Lo peor que podría ocurrirnos a los venezolanos y al cambio hacia la libertad sería recaer en una ideología del siglo 19 y ver esterilizada nuestra creatividad por el deseo de encuadrarla en conceptos forjados en la prehistoria de las “revoluciones” modernas. La fuerza del movimiento democrático ha sido y es, precisamente, la de inventar modos de acción adaptados a la situación que se encuentra y que obran eficaz y simultáneamente en todos los sectores de la sociedad a la que combate. Si esta inspiración revolucionaria se deja encerrar en los moldes teóricos “revolucionarios” -donde no se hace la revolución y nadie se pregunta si hay derecho a que no sea marxista-, se agotará y todo quedará esclerosado. Recordemos: revolucionar no es imitar; no es ajustar cuentas con el pasado sino con el presente. Esto es lo que da originalidad a la democracia por contraste con el comunismo, camarada. Esto explica el que la juventud realice revoluciones antes de conceptualizarlas. Como dijo Noam Chomsky: “Los hombres más estúpidos aprenden a hablar, mientras que los monos más brillantes no aprenden nunca”. Claro: nuestra monocracia opina distinto.

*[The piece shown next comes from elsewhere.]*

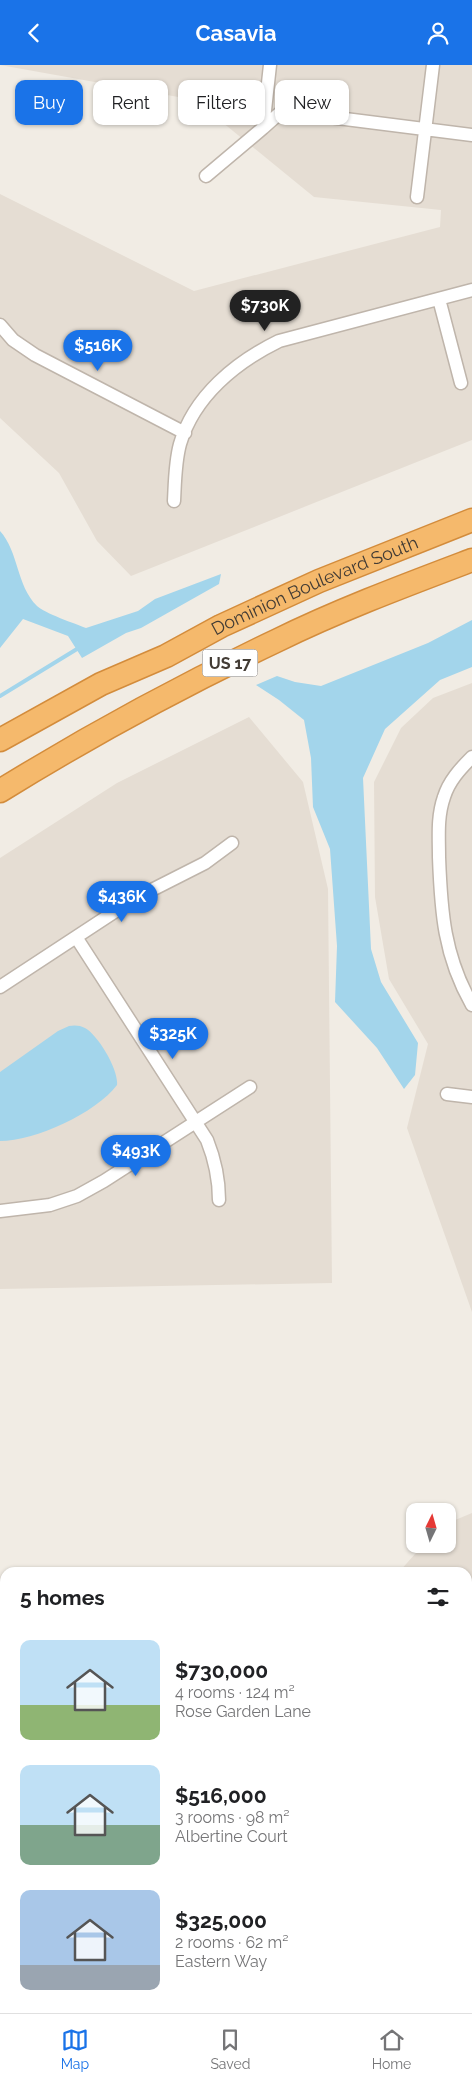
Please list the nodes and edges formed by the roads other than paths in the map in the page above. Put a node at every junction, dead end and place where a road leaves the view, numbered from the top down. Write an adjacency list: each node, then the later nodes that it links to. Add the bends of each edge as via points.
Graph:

Ello no significa que las formas clásicas de la lucha social se hayan extinguido. Los trabajadores son una garantía en la sociedad industrial-tecnológica; no desempeñan el papel que les atribuía Marx en el siglo 19. Los trabajadores de hoy son menos sumisos que los de antes, sienten un mismo temor ante los extremistas, todos los extremistas, “altamente desfavorables”.
Evaluar y orientar a la “mayoría silenciosa” es difícil. En Venezuela podría ser de alrededor de la mitad de la población, 13/15 millones, incluyendo a la clase media “putrefacta y embrutecida”, según un dirigente rojo. Ahí hay de todas las tendencias, y con todas las exigencias de efectividad en las acciones de gobernar. Esta población ha presenciado el crecimiento del autoritarismo, cuya autoría ha perdido la imaginación. Y es desde ahí que se levanta la fuerza del cambio, desde una masa de contestación que tiene que ser vasta para tornar perceptible la condenación de los abusos del castrofascismo criollo, y hacer de ello un real problema político, un alzamiento para restablecer la obligación constitucional. Sólo del repudio interior surgirá el equilibrio de la vida venezolana.
La amenaza comunista tratará de utilizar el “imperialismo” como chivo expiatorio para disculpar sus fracasos. No fue la CIA la que llevó el castrocomunismo al poder, ni la que ha manejado su política mediocre; en todo caso, la CIA tiene el castigo que se merece por parte de la propia democracia norteamericana. Somos nosotros, los venezolanos, los que hemos creado nuestros propios males, esa avalancha de estancamiento que parece una invasión, que lucha por su prolongación y no está dispuesta a aceptar su relevo del poder.
Hoy surge en Venezuela la necesidad de un cambio original, correspondiente a nuestra época; una afirmación total de la libertad para todos, contra las interdicciones arcaicas, que encuentre la salida posible para los venezolanos, donde se tome nuestra civilización como un medio y no como un fin. Al igual que sucede con la tecnología: podemos contradecirla sin aniquilarla; extirpar el cáncer sin matar la vida. Estamos a las puertas de un conflicto interno que puede situarse en el nivel más creador, un ineluctable enfrentamiento que abrirá o cerrará las puertas del futuro.